**Records to use:**
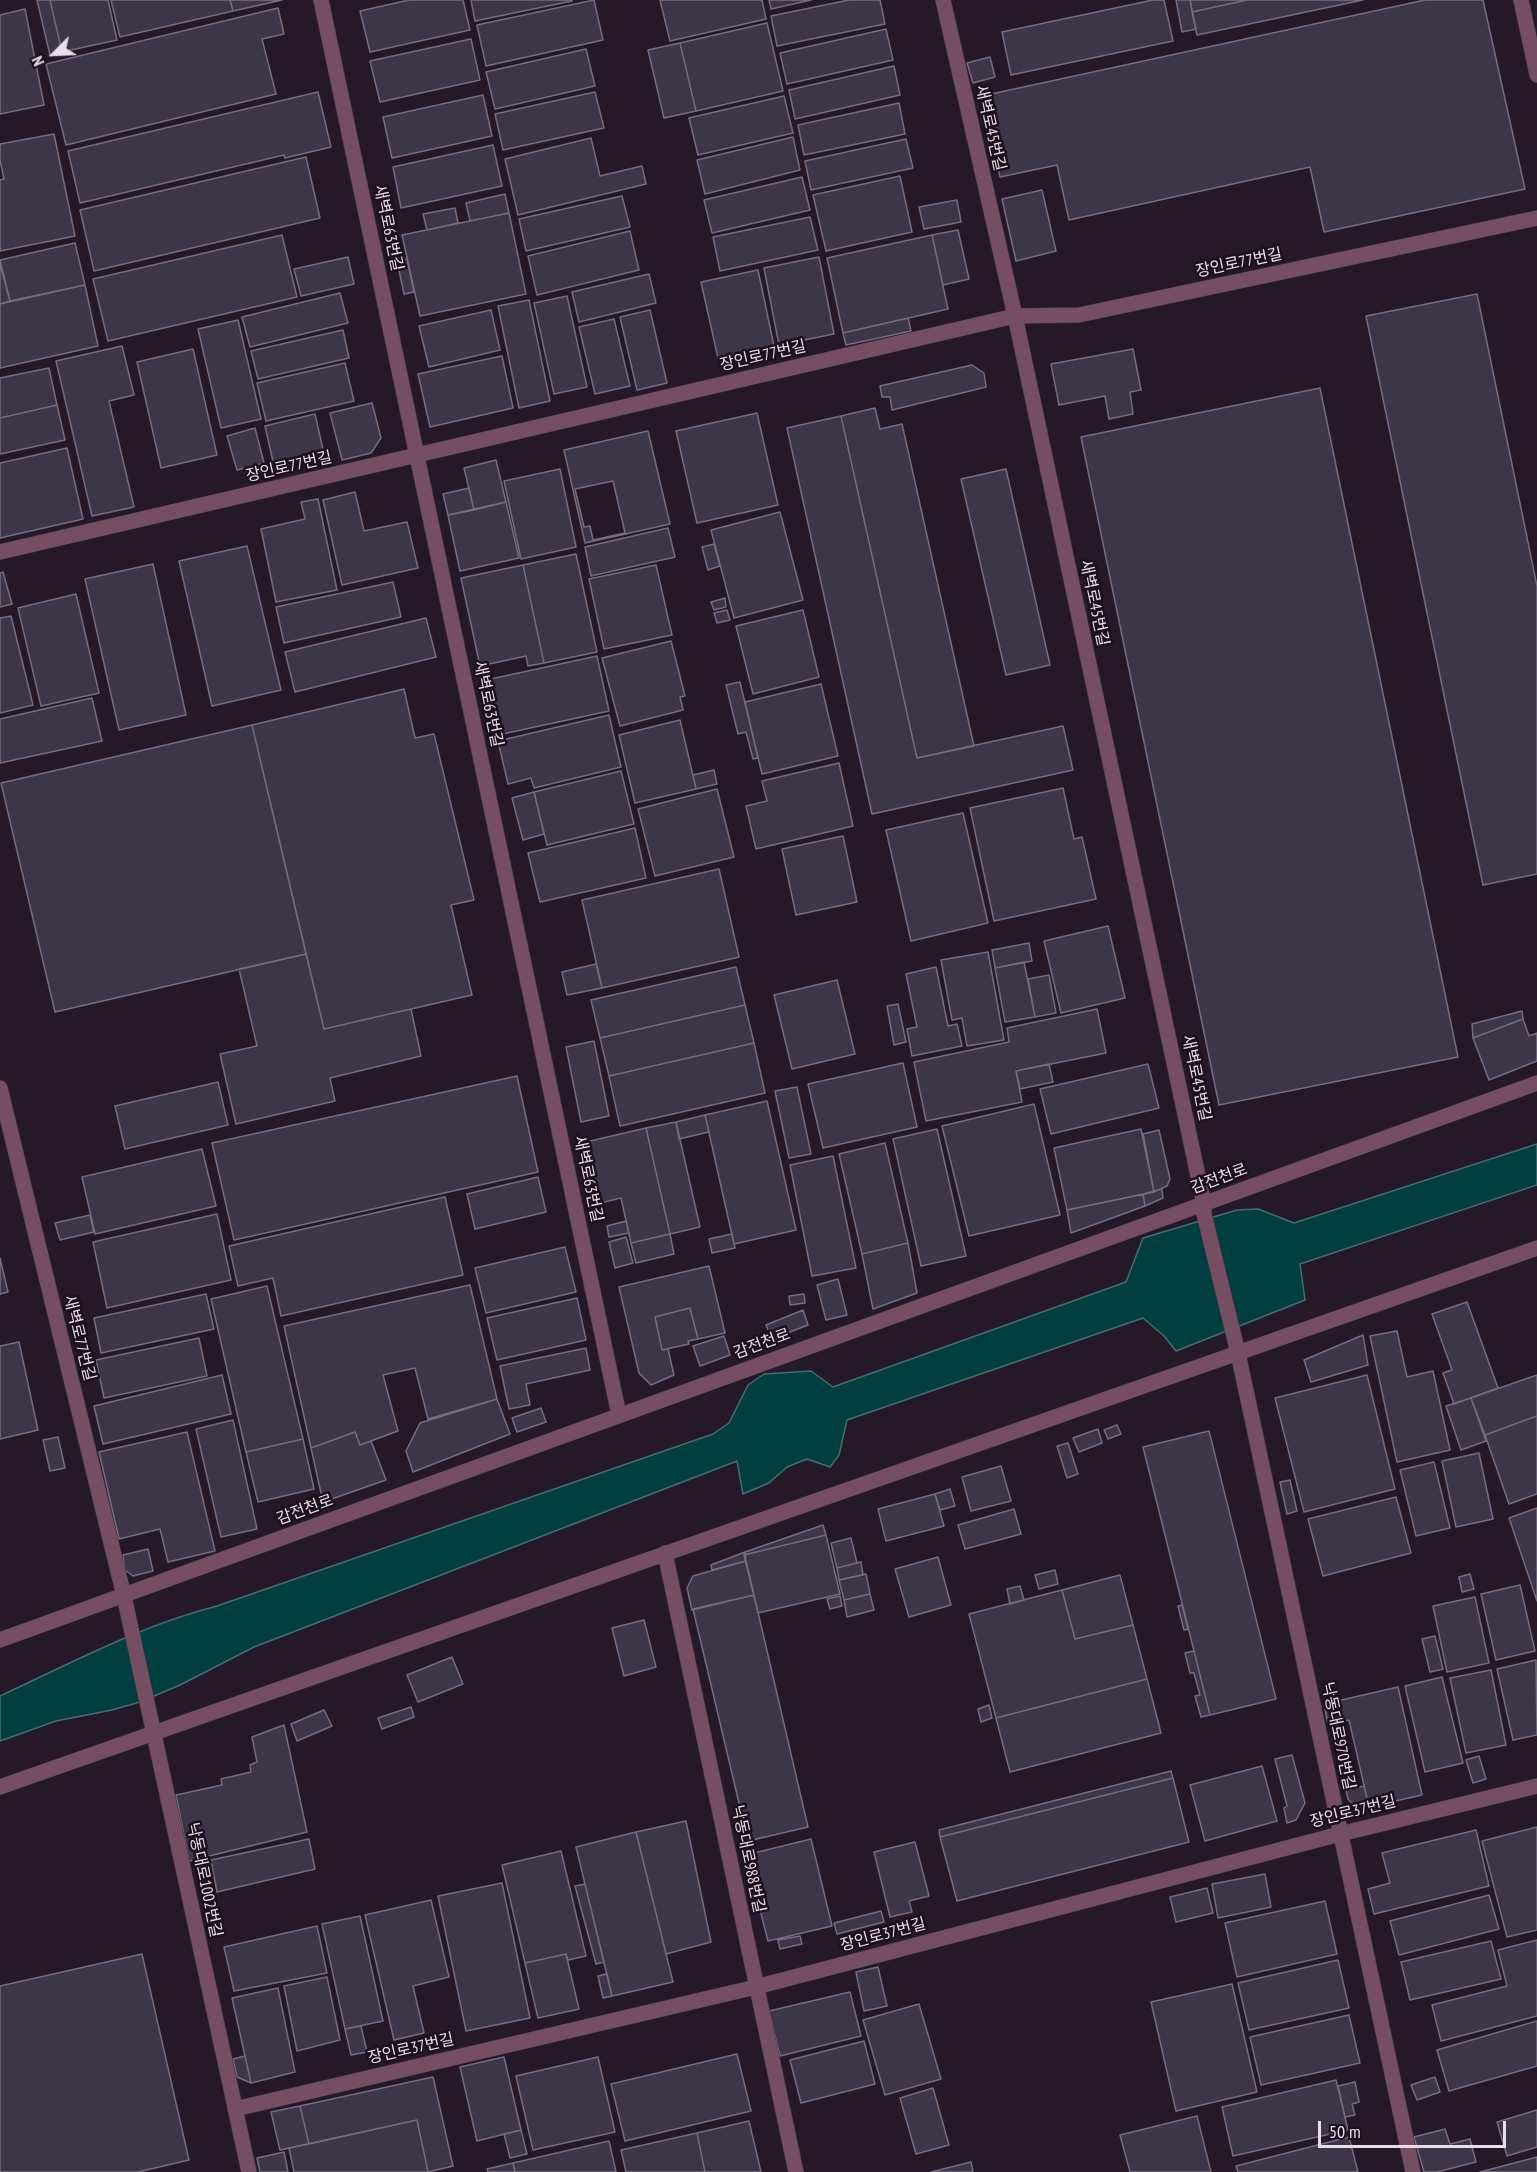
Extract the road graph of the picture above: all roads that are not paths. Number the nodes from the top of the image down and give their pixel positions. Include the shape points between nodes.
1 (321, 0) edge
2 (943, 0) edge
3 (1521, 0) edge
4 (1537, 75) edge
5 (1537, 218) edge
6 (1015, 316) junction
7 (418, 456) junction
8 (0, 552) edge
9 (1537, 1083) edge
10 (0, 1088) edge
11 (5, 1133) edge
12 (1204, 1209) junction
13 (1537, 1248) edge
14 (1236, 1347) junction
15 (619, 1415) junction
16 (665, 1553) junction
17 (123, 1596) junction
18 (0, 1640) edge
19 (152, 1728) junction
20 (1537, 1786) edge
21 (0, 1787) edge
22 (1340, 1834) junction
23 (756, 1987) junction
24 (235, 2109) junction
25 (249, 2172) edge
26 (796, 2172) edge
27 (1413, 2172) edge

1 - 7 street, 새벽로63번길
2 - 6 street, 새벽로45번길
3 - 4 street
5 - 6 street, 장인로77번길 via 1079,315
6 - 7 street, 장인로77번길
6 - 12 street, 새벽로45번길
7 - 8 street, 장인로77번길
7 - 15 street, 새벽로63번길
9 - 12 street, 감전천로
10 - 11 street, 새벽로77번길
11 - 17 street, 새벽로77번길
12 - 14 street, 새벽로45번길
12 - 15 street, 감전천로
13 - 14 street
14 - 16 street
14 - 22 street, 낙동대로970번길
15 - 17 street, 감전천로
16 - 19 street
16 - 23 street, 낙동대로988번길
17 - 18 street, 감전천로
17 - 19 street, 낙동대로1002번길
19 - 21 street
19 - 24 street, 낙동대로1002번길
20 - 22 street, 장인로37번길
22 - 23 street, 장인로37번길
22 - 27 street, 낙동대로970번길
23 - 24 street, 장인로37번길
23 - 26 street, 낙동대로988번길
24 - 25 street, 낙동대로1002번길

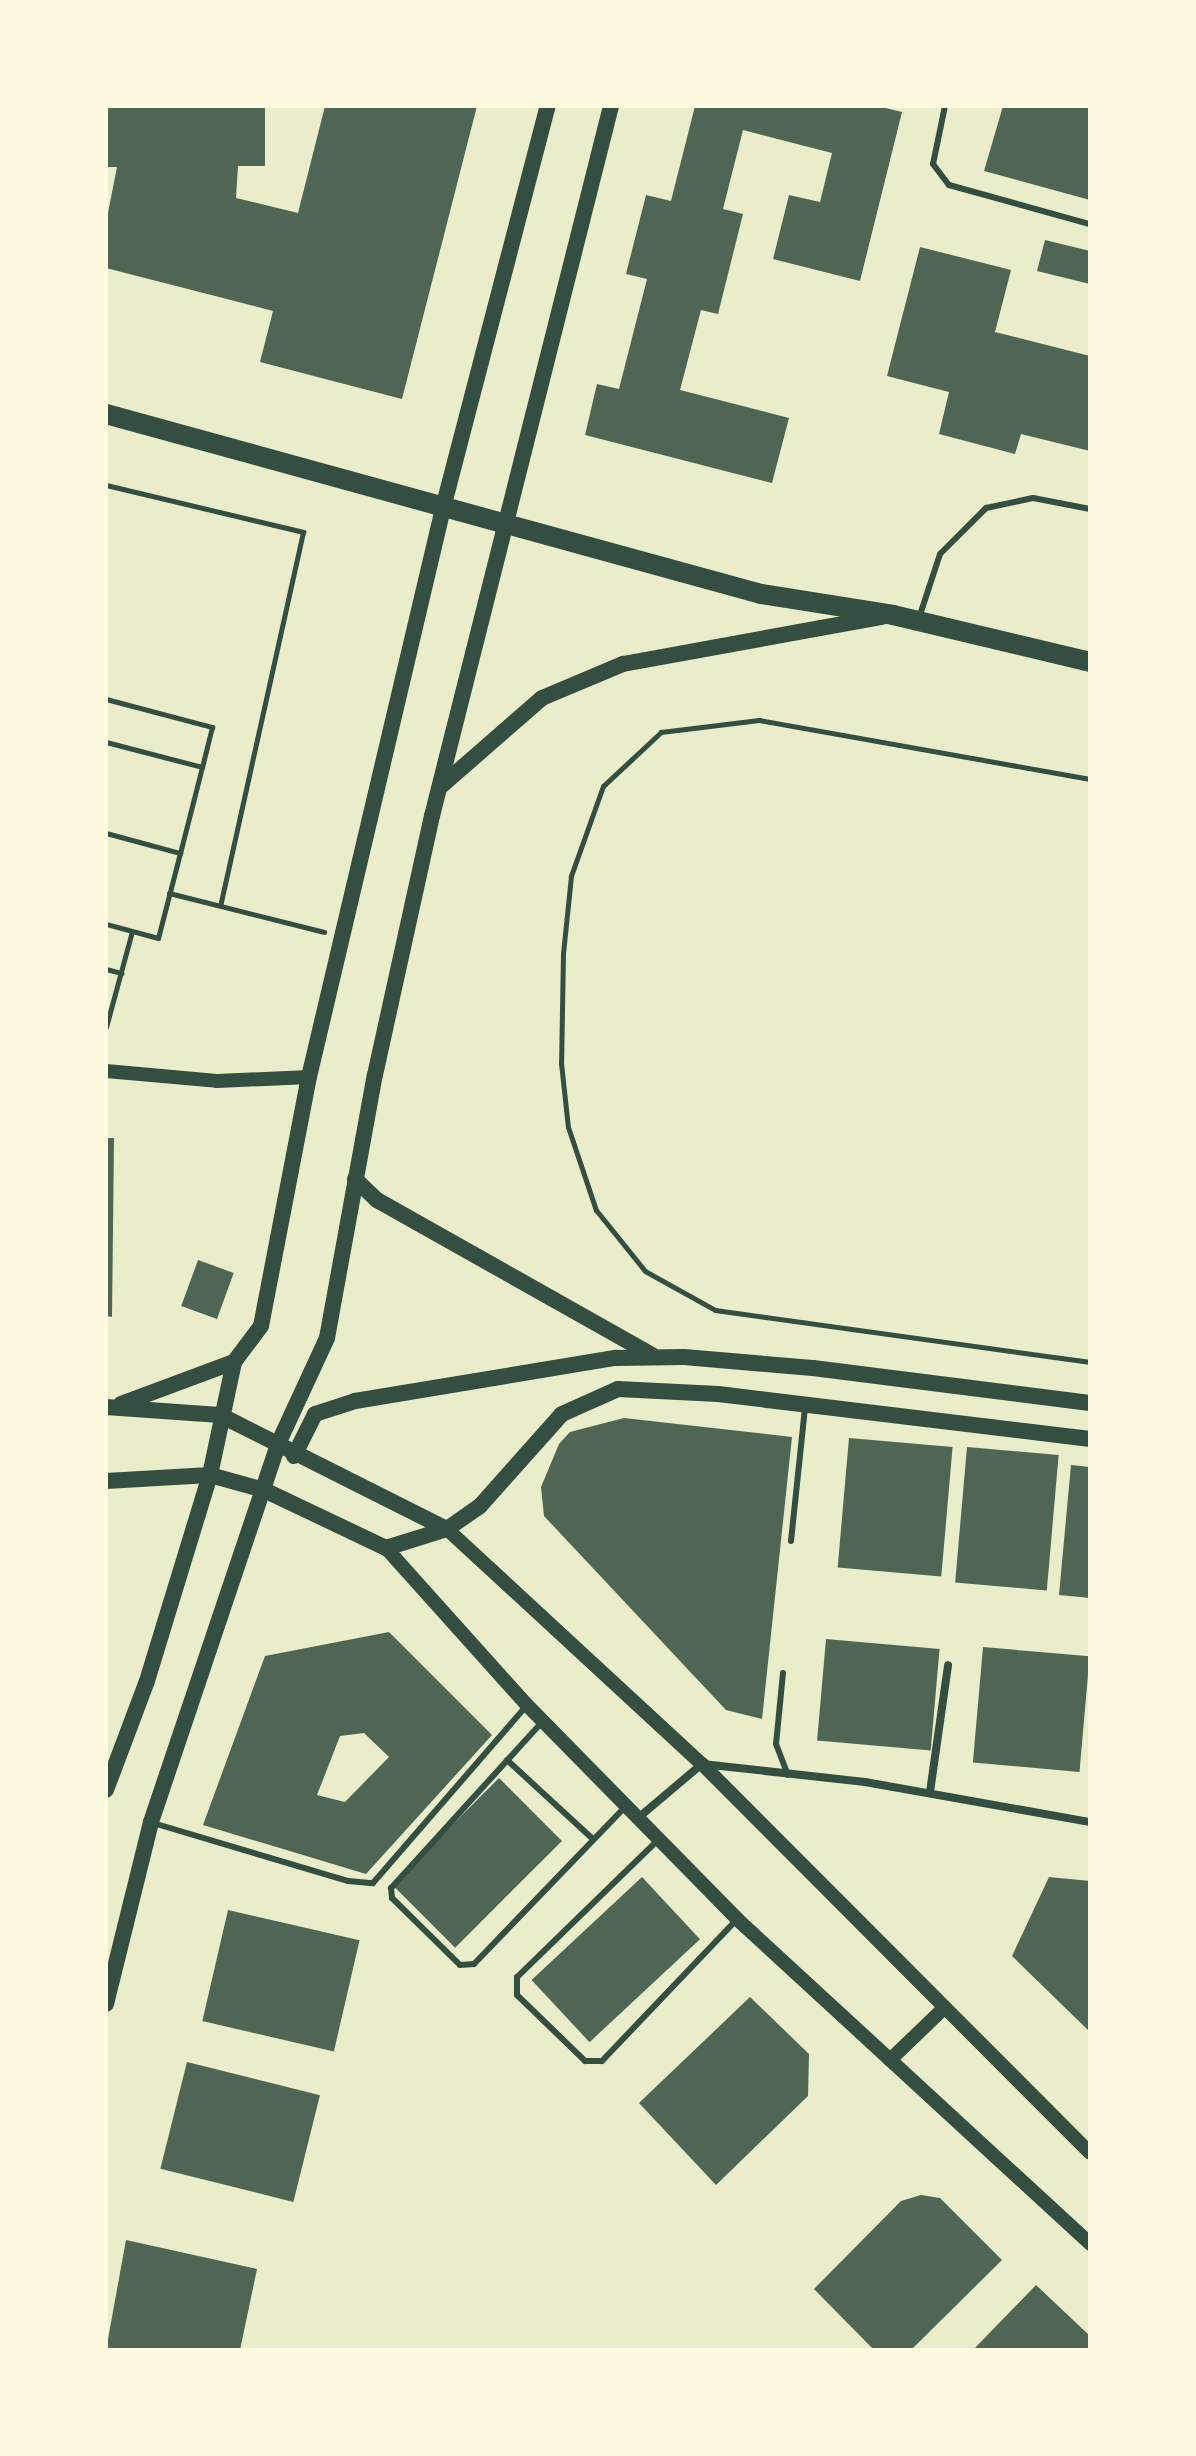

**Activity:** Print each record as it appears above, dropping every picture from the copy.

**Solution for this exercise:**
Extract the road graph of the picture above: all roads that are not paths. Number the nodes from the top of the image down and give their pixel positions. Include the shape points between nodes.
1 (321, 0) edge
2 (943, 0) edge
3 (1521, 0) edge
4 (1537, 75) edge
5 (1537, 218) edge
6 (1015, 316) junction
7 (418, 456) junction
8 (0, 552) edge
9 (1537, 1083) edge
10 (0, 1088) edge
11 (5, 1133) edge
12 (1204, 1209) junction
13 (1537, 1248) edge
14 (1236, 1347) junction
15 (619, 1415) junction
16 (665, 1553) junction
17 (123, 1596) junction
18 (0, 1640) edge
19 (152, 1728) junction
20 (1537, 1786) edge
21 (0, 1787) edge
22 (1340, 1834) junction
23 (756, 1987) junction
24 (235, 2109) junction
25 (249, 2172) edge
26 (796, 2172) edge
27 (1413, 2172) edge

1 - 7 street, 새벽로63번길
2 - 6 street, 새벽로45번길
3 - 4 street
5 - 6 street, 장인로77번길 via 1079,315
6 - 7 street, 장인로77번길
6 - 12 street, 새벽로45번길
7 - 8 street, 장인로77번길
7 - 15 street, 새벽로63번길
9 - 12 street, 감전천로
10 - 11 street, 새벽로77번길
11 - 17 street, 새벽로77번길
12 - 14 street, 새벽로45번길
12 - 15 street, 감전천로
13 - 14 street
14 - 16 street
14 - 22 street, 낙동대로970번길
15 - 17 street, 감전천로
16 - 19 street
16 - 23 street, 낙동대로988번길
17 - 18 street, 감전천로
17 - 19 street, 낙동대로1002번길
19 - 21 street
19 - 24 street, 낙동대로1002번길
20 - 22 street, 장인로37번길
22 - 23 street, 장인로37번길
22 - 27 street, 낙동대로970번길
23 - 24 street, 장인로37번길
23 - 26 street, 낙동대로988번길
24 - 25 street, 낙동대로1002번길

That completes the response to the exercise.